Subtree Inversion Sum

Subtree Inversion Sum - Problem

You are given an undirected tree rooted at node 0, with n nodes numbered from 0 to n-1. The tree is represented by a 2D integer array edges where edges[i] = [ui, vi] indicates an edge between nodes ui and vi.

You are also given:

An integer array nums of length n, where nums[i] represents the value at node i
An integer k representing the minimum distance constraint

Subtree Inversion Operation: When you invert a node, every value in the subtree rooted at that node is multiplied by -1.

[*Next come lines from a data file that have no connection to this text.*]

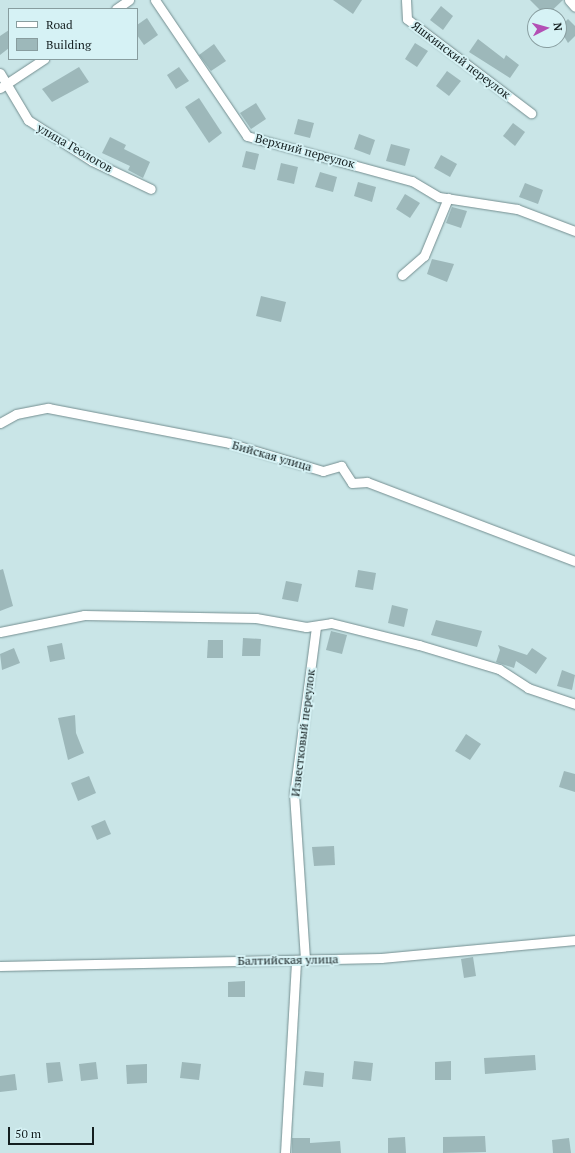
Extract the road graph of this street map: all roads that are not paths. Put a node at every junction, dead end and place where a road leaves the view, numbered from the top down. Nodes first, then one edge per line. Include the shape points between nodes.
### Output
1 (129, 0) edge
2 (155, 0) edge
3 (406, 0) edge
4 (569, 0) edge
5 (575, 7) edge
6 (117, 8) edge
7 (42, 60) edge
8 (0, 73) edge
9 (3, 85) edge
10 (531, 113) dead end
11 (151, 189) dead end
12 (448, 198) junction
13 (575, 231) edge
14 (402, 275) dead end
15 (0, 424) edge
16 (575, 561) edge
17 (316, 626) junction
18 (0, 632) edge
19 (575, 704) edge
20 (575, 940) edge
21 (301, 960) junction
22 (0, 966) edge
23 (285, 1153) edge

1 - 6 street
2 - 12 street, Верхний переулок via 247,136 405,179
3 - 10 street, Яшкинский переулок via 407,19
4 - 5 street
7 - 9 street
8 - 9 street, улица Геологов
9 - 11 street, улица Геологов via 28,120 92,160
12 - 13 street, Верхний переулок via 517,208
12 - 14 street via 424,256
15 - 16 street, Бийская улица via 16,414 48,408 229,443 323,471 341,466 352,482 367,482
17 - 18 street via 256,618 84,615
17 - 19 street via 331,623 419,644 498,669 528,688
17 - 21 street, Известковый переулок via 294,794
20 - 21 street, Балтийская улица via 381,958
21 - 22 street, Балтийская улица
21 - 23 street, Известковый переулок

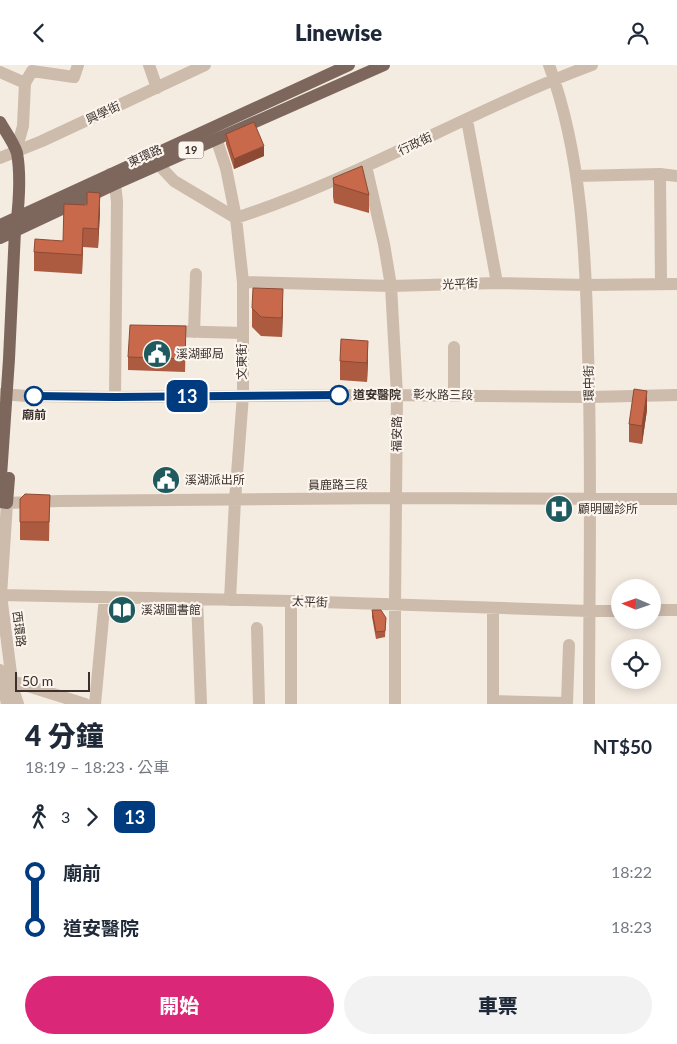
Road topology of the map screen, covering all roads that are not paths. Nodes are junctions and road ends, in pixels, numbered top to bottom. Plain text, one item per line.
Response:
1 (78, 65) edge
2 (149, 65) edge
3 (205, 65) edge
4 (349, 65) edge
5 (384, 65) edge
6 (549, 65) edge
7 (592, 65) edge
8 (0, 72) edge
9 (554, 79) junction
10 (26, 83) junction
11 (157, 88) junction
12 (467, 120) junction
13 (0, 122) edge
14 (215, 133) junction
15 (16, 151) junction
16 (0, 158) edge
17 (158, 164) junction
18 (366, 166) junction
19 (660, 174) junction
20 (677, 175) edge
21 (576, 176) junction
22 (112, 179) junction
23 (236, 218) junction
24 (0, 225) edge
25 (18, 225) junction
26 (0, 238) edge
27 (196, 273) dead end
28 (243, 282) junction
29 (498, 283) junction
30 (661, 284) junction
31 (677, 284) edge
32 (586, 285) junction
33 (391, 287) junction
34 (155, 331) edge
35 (194, 332) junction
36 (242, 333) junction
37 (454, 347) dead end
38 (7, 394) edge
39 (242, 395) junction
40 (398, 395) junction
41 (454, 395) junction
42 (677, 395) edge
43 (115, 397) junction
44 (590, 397) junction
45 (0, 491) edge
46 (395, 498) junction
47 (590, 499) junction
48 (677, 499) edge
49 (235, 500) junction
50 (4, 503) edge
51 (0, 595) edge
52 (105, 597) junction
53 (197, 599) junction
54 (230, 600) junction
55 (291, 601) junction
56 (395, 605) junction
57 (494, 608) junction
58 (661, 610) edge
59 (677, 610) edge
60 (589, 611) junction
61 (611, 611) edge
62 (257, 628) dead end
63 (570, 645) dead end
64 (0, 670) edge
65 (12, 681) junction
66 (493, 702) edge
67 (7, 704) edge
68 (18, 704) edge
69 (85, 704) edge
70 (95, 704) edge
71 (201, 704) edge
72 (259, 704) edge
73 (291, 704) edge
74 (395, 704) edge
75 (589, 704) edge

1 - 10 street
2 - 11 street
3 - 11 street, 興學街
4 - 14 main road, 東環路 / 19
5 - 14 main road, 東環路 / 19
6 - 9 street, 環中街
7 - 9 street, 行政街
8 - 10 street
9 - 12 street, 行政街
9 - 21 street, 環中街
10 - 15 street
11 - 15 street, 興學街
12 - 18 street, 行政街
12 - 29 street
13 - 15 main road
14 - 17 main road, 東環路 / 19
14 - 22 main road, 東環路 / 19
14 - 23 street, 文東街
15 - 16 street, 興學街
15 - 25 main road, 西環路
17 - 22 main road, 東環路 / 19
17 - 23 street
18 - 23 street, 行政街
18 - 33 street, 福安路
19 - 20 street
19 - 21 street
19 - 30 street
21 - 32 street, 環中街
22 - 25 main road, 東環路 / 19
22 - 43 street
23 - 28 street, 文東街
24 - 25 main road, 東環路 / 19
25 - 26 main road, 東環路 / 19
25 - 38 main road, 西環路
27 - 35 street
28 - 33 street, 光平街
28 - 36 street, 文東街
29 - 32 street, 光平街
29 - 33 street, 光平街
30 - 31 street, 光平街
30 - 32 street, 光平街
32 - 44 street, 環中街
33 - 40 street, 福安路
34 - 35 street
35 - 36 street
36 - 39 street, 文東街
37 - 41 street
38 - 43 street, 彰水路三段
38 - 45 main road, 西環路
38 - 50 main road, 西環路
39 - 40 street, 彰水路三段
39 - 43 street, 彰水路三段
39 - 49 street, 文東街
40 - 41 street, 彰水路三段
40 - 46 street, 福安路
41 - 44 street, 彰水路三段
42 - 44 street, 彰水路三段
44 - 47 street, 環中街
46 - 47 street, 員鹿路三段
46 - 49 street, 員鹿路三段
46 - 56 street, 福安路
47 - 48 street, 員鹿路三段
47 - 60 street, 環中街
49 - 50 street, 員鹿路三段
49 - 54 street, 文東街
50 - 51 street, 西環路
51 - 52 street, 太平街
51 - 65 street, 西環路
52 - 53 street, 太平街
52 - 70 street
53 - 54 street, 太平街
53 - 71 street
54 - 55 street, 太平街
55 - 56 street, 太平街
55 - 73 street
56 - 57 street, 太平街
56 - 74 street, 福安路
57 - 60 street, 太平街
57 - 66 street
58 - 59 street
60 - 61 street, 太平街
60 - 75 street, 環中街
62 - 72 street
63 - 66 street
64 - 67 street
65 - 68 street, 西環路
65 - 69 street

Distance Constraint: You may only invert a node if it is "sufficiently far" from any other inverted node. Specifically, if you invert two nodes a and b such that one is an ancestor of the other, then the distance between them must be at least k.

Your goal is to maximize the sum of all node values in the tree after applying optimal inversion operations.

Input & Output

example_1.py — Basic Tree

$ Input: edges = [[0,1],[0,2]], nums = [1,-3,4], k = 2

› Output: 8

💡 Note: We can invert node 1 (which only affects itself since it's a leaf). This changes nums[1] from -3 to 3. The final sum is 1 + 3 + 4 = 8.

example_2.py — Distance Constraint

$ Input: edges = [[0,1],[1,2],[1,3]], nums = [1,-2,-3,4], k = 2

› Output: 2

💡 Note: We can invert node 1, which changes the subtree rooted at node 1. Original values [-2,-3,4] in the subtree become [2,3,-4]. The final tree values are [1,2,3,-4] with sum = 1 + 2 + 3 + (-4) = 2.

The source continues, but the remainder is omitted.